S.A.L.M. Kooijman’s research while affiliated with Vrije Universiteit Amsterdam and other places

As sciences mature, they transition from observation and description to explanation and prediction. This transition is associated with qualitative changes in the way quantitative mathematical formulations are constructed and interpreted, resulting in a ‘theory’. Such transitions from phenomenology to theory are happening in biology but the heuristic framework involved is rarely articulated. We here describe how the use of models in research sets model requirements, using Dynamic Energy Budget (DEB) theory to illustrate the more elaborate ones. We first make the distinction between mathematical formulae and models based on their relation to the abstract and real worlds. We then explain how the transition from models to theory affects model construction and parameter estimation, and discuss the concept of parameter estimation-in-context using the database Add_my_Pet on animal energetics.

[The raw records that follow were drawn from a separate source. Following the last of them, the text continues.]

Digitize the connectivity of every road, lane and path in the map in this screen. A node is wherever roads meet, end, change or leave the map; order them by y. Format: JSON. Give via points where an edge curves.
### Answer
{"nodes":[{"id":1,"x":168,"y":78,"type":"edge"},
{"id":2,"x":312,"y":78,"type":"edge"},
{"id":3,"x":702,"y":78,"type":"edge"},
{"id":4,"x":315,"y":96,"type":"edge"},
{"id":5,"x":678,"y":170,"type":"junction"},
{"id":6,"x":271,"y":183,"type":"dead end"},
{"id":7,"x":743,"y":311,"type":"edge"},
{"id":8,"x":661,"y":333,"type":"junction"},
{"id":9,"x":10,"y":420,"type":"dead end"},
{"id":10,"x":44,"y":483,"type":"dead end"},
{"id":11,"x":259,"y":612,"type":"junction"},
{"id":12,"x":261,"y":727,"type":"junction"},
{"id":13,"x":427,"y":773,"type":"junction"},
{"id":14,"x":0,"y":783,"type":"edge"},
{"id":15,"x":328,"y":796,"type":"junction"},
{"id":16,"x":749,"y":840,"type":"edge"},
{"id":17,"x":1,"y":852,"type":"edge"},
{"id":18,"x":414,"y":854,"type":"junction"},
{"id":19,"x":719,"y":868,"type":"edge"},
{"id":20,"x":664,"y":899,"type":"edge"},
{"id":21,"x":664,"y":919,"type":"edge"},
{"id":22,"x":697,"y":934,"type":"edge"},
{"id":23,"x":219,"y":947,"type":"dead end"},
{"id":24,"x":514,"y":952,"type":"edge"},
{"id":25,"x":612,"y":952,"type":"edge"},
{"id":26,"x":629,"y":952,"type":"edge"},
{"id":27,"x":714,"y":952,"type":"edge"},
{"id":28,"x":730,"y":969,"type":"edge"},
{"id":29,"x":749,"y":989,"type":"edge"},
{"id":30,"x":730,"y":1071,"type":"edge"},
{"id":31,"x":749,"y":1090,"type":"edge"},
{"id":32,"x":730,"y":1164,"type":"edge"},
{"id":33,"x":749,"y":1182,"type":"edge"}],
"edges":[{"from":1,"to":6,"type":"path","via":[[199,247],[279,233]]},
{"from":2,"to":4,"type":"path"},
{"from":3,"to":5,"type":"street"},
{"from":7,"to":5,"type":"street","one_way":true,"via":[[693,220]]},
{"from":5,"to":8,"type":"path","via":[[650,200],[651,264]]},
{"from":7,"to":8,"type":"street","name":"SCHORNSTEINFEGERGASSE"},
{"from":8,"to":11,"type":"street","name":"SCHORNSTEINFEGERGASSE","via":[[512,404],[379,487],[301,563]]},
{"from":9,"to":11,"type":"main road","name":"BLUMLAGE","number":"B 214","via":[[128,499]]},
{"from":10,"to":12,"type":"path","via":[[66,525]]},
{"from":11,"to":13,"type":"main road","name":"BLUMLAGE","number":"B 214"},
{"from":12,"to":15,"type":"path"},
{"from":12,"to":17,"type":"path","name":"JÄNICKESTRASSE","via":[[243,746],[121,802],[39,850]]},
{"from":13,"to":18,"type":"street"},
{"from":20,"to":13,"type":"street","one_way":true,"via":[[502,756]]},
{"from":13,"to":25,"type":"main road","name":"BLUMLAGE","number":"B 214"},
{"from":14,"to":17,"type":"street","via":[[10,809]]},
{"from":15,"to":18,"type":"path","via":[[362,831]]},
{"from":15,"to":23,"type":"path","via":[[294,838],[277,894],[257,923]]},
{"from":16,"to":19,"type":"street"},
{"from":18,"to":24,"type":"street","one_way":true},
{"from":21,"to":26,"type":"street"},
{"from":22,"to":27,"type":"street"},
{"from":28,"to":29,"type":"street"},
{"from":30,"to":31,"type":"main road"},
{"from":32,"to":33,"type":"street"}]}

The transition comes with the need to develop auxiliary and meta- theory and to work with multiple datasets, implying constraints for the loss function that is used for parameter estimation. Finally, we discuss the extra requirements for general explanatory models: they need to be explicit on relevant general principles and to be embedded in a wider scientific context. We also discuss how we see theory’s relationship to observation and prediction change in the future as we use it to deal with theoretical and applied problems in biology.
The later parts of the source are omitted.